As garantias oferecidas pela União em operações de financiamento representam um complexo desafio fiscal e jurídico. Quando a garantia federal entra em jogo, o credor enfrenta camadas adicionais de burocracia e incerteza que podem comprometer a eficiência da recuperação de ativos.

A concessão de garantias pela União em contratos de financiamento de bens segue uma lógica de política pública — reduzir riscos de crédito para incentivar operações que, de outra forma, seriam consideradas muito arriscadas pelas instituições financeiras. No entanto, essa estrutura cria uma realidade paralela para o credor: além de possuir o gravame sobre o bem financiado, ele também possui um direito de recorrência contra o patrimônio público.

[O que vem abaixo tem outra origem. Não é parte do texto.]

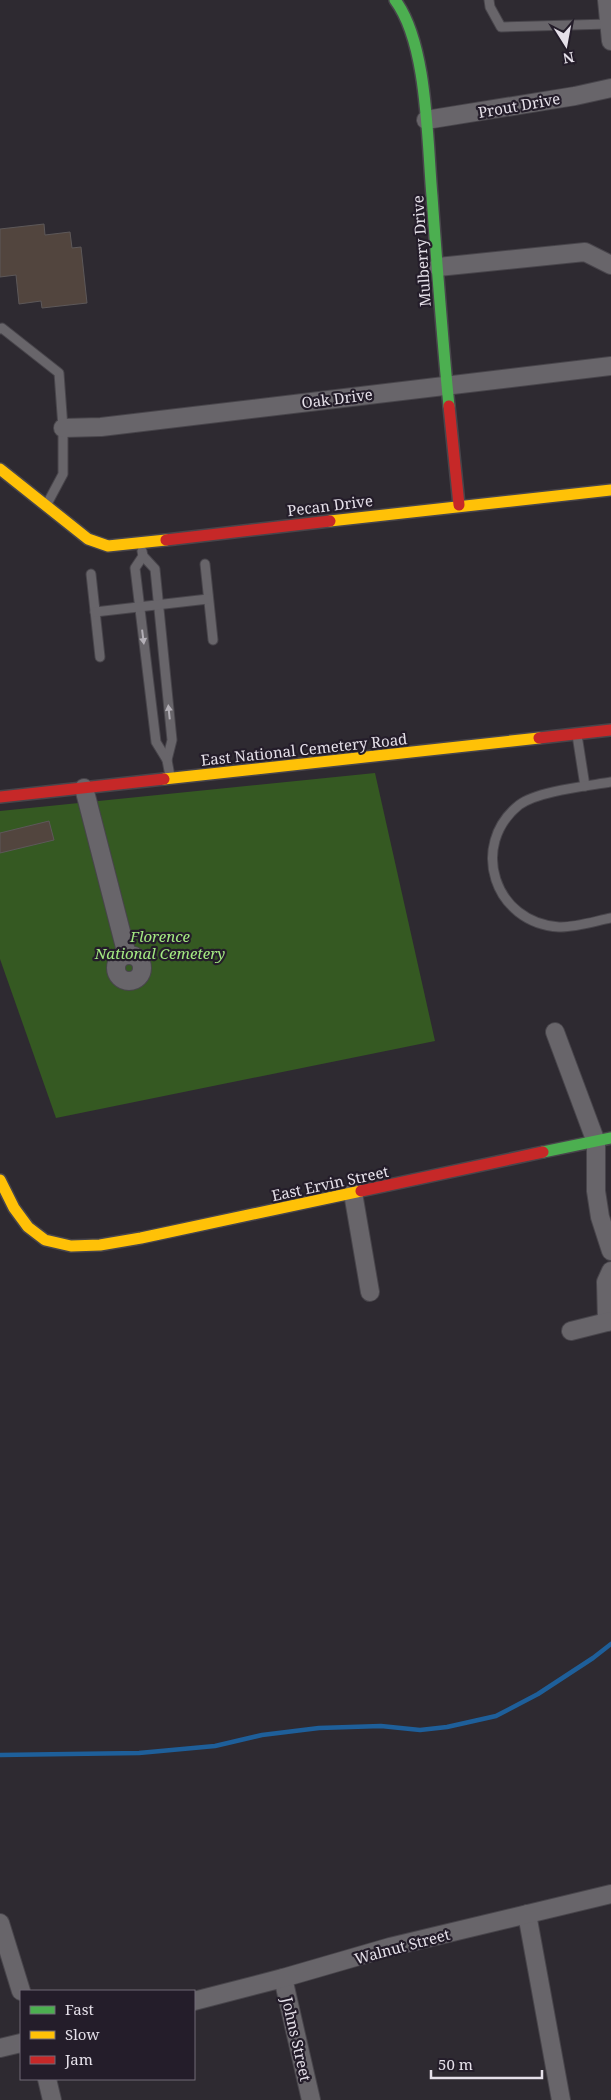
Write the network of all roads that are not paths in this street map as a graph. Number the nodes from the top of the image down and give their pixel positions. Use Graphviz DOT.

O problema começa na execução dessa garantia. Quando uma recuperação de ativos enfrenta obstáculos — seja por ocultação do bem, fraude do devedor ou circunstâncias que afetam a realização do ativo — a garantia federal deveria funcionar como rede de proteção. Porém, o acionamento dessa garantia depende de processos administrativos longos, exigências documentais rigorosas e, frequentemente, de demandas judiciais contra órgãos públicos que não contam com os mesmos incentivos de celeridade que um credor privado teria.

O custo fiscal da segurança jurídica

Quando a União assume uma garantia, ela assume também um passivo contingente. Isso significa que, em muitos casos, a garantia permanece contabilizada mas não é realizada — criando uma zona cinzenta onde o ativo financiado pode desaparecer sem que a recuperação seja efetiva, nem a garantia acionada. Essa dinâmica reduz a segurança jurídica do credor e aumenta a exposição fiscal da União.

Para o operador de recuperação de ativos, a presença de garantia federal complica a estratégia. É necessário documentar todos os passos da busca e apreensão, manter evidências impecáveis de diligência, porque qualquer questionamento posterior pode ativar debates sobre responsabilidade estatal — transformando um procedimento de recuperação em uma ação administrativa ou judicial contra a própria União.

Implicações práticas para credores

A recuperação de ativos garantidos pela União exige protocolos mais rigorosos: notificação formal ao órgão garantidor, comprovação detalhada de todas as tentativas de localização, registros precisos de custos operacionais e documentação da impossibilidade de realização quando ela ocorrer. Falhas nesses procedimentos podem resultar em recusas administrativas de acionamento da garantia ou em questionamentos que alimentam litígios adicionais.

Além disso, há o risco de que mudanças em políticas públicas ou em interpretações jurisprudenciais sobre o alcance das garantias federais afetem retroativamente operações já executadas, criando exposição legal para instituições que realizaram a recuperação sob regras que depois são questionadas.

Para credores e operadores de recuperação que trabalham com garantias da União, a recomendação é clara: trate essas operações com padrão de compliance ainda mais elevado do que as garantias convencionais. Documente cada etapa da recuperação, notifique formalmente o órgão garantidor, registre todos os custos e impossibilidades de forma estruturada, e mantenha contato periódico com a administração pública. A garantia federal é real, mas sua efetivação depende de um procedimento que, diferentemente da apreensão de um bem, não se encerra com a posse — ela apenas começa uma jornada administrativa que pode se estender indefinidamente.